Anyway, imagine a building constructed of such programmable matter. Or a suit of clothing. Or an implantable prosthetic skeleton. Wellstone provides more than simple access to "impossible" physical states; it provides the ability to change states simply by shuffling electrons around. Electronic devices built of wellstone could use the quantum dot arrays themselves as computing elements, bringing a whole new meaning to the term "smart materials." They could also lay out - and instantly rearrange - conventional circuit traces with the amazing power of changing from conductor to semiconductor to superconductor to insulator. To tunable laser, sure, or tunable magnet. To window or mirror or self-optimizing solar collector.
I imagine a gingerbread cottage in the woods, its walls and roof a patchwork of shifting colors. Sunlight filters through the forest canopy, its rays falling on moving squares of gold or chrome, or vanishing into superabsorber blackness. Parts of the cottage glow a malevolent red, or slice between the trees with occasional blasts of laser. I notice a window, framed in silver, inching its way along the walls. It oozes around a corner, and suddenly I can see the inside of the house: a couch, a coffee table, a pair of fuzzy slippers. And wearing the slippers, on the couch, a withered old lady in sweatpants. Not a witch, no - this is my mother. She lives here. It's a perfectly ordinary home, with a car in the driveway and a pink flamingo on the lawn.
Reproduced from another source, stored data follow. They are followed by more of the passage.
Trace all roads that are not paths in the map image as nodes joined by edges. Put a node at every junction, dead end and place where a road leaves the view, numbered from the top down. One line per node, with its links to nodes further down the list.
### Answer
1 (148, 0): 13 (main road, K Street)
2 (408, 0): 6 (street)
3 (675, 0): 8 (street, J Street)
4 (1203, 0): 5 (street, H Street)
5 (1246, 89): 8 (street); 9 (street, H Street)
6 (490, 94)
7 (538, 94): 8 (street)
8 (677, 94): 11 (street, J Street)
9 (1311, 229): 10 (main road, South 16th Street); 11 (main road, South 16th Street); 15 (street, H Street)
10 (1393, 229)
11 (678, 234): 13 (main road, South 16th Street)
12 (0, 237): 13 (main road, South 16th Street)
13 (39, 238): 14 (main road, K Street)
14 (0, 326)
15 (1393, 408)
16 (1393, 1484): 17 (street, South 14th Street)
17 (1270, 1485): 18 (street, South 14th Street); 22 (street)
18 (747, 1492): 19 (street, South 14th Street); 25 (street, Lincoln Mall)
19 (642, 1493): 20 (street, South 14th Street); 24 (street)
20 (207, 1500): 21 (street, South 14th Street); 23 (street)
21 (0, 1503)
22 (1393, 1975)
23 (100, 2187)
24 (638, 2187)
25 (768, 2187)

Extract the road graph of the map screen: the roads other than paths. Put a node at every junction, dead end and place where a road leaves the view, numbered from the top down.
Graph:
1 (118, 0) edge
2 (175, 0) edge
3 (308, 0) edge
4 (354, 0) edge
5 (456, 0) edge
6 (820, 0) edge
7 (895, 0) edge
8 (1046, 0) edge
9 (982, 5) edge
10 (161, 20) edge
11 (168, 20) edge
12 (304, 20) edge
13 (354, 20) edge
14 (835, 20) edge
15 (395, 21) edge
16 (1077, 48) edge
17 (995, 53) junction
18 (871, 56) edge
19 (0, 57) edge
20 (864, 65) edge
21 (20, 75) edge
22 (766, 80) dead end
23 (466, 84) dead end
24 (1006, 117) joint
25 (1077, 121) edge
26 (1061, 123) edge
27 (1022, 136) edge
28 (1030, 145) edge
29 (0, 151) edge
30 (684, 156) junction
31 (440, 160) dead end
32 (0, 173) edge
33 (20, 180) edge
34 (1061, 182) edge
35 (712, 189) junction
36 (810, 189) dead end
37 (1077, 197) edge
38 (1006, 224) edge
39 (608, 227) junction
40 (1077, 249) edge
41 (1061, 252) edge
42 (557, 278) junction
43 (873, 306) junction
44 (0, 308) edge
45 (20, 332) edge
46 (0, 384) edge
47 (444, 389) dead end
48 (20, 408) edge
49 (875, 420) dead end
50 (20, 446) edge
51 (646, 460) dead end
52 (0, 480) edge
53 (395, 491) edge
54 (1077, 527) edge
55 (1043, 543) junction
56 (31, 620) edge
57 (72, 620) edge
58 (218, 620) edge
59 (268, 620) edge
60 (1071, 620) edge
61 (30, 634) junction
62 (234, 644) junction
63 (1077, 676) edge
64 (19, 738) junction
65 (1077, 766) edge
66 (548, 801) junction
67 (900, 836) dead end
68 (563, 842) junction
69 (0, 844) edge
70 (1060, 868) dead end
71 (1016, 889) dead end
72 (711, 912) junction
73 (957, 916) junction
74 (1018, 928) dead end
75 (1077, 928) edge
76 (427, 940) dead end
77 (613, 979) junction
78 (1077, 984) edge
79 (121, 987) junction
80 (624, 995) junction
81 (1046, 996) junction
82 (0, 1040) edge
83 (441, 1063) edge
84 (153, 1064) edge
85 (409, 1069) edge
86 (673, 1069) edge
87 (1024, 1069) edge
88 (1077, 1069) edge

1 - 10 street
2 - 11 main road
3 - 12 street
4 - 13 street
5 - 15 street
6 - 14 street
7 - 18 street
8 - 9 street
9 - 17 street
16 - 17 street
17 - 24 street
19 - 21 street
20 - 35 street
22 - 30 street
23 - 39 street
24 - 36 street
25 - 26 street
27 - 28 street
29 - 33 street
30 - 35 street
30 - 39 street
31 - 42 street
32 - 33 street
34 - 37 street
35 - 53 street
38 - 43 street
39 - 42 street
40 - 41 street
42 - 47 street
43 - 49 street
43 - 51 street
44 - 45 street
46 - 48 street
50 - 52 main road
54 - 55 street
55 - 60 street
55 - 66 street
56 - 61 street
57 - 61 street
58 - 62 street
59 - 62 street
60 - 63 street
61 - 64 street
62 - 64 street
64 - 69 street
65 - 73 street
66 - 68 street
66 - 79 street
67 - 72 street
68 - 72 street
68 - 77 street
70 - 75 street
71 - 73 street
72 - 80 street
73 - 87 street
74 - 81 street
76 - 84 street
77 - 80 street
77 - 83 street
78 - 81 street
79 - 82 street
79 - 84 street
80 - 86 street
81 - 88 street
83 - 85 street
This kind of dramatic and instantaneous effect is serious Clarke's law mojo - virtually indistinguishable from magic. It will probably be 10 to 20 years before the first serious programmable-matter chip is built, and another 20 before anything like wellstone becomes anything like possible. From there, it will take still more time before the technology diffuses into mainstream society. But when it does - even if it's only a fraction as capable as I've hinted at here - its transformative effects will be staggering, a tumble through the rabbit hole for all of us. Some pundits might fret about the corrupting effects of such power and instant gratification, but as Alice herself remarked, "When I used to read fairy tales, I fancied that kind of thing never happened, and now here I am in the middle of one!"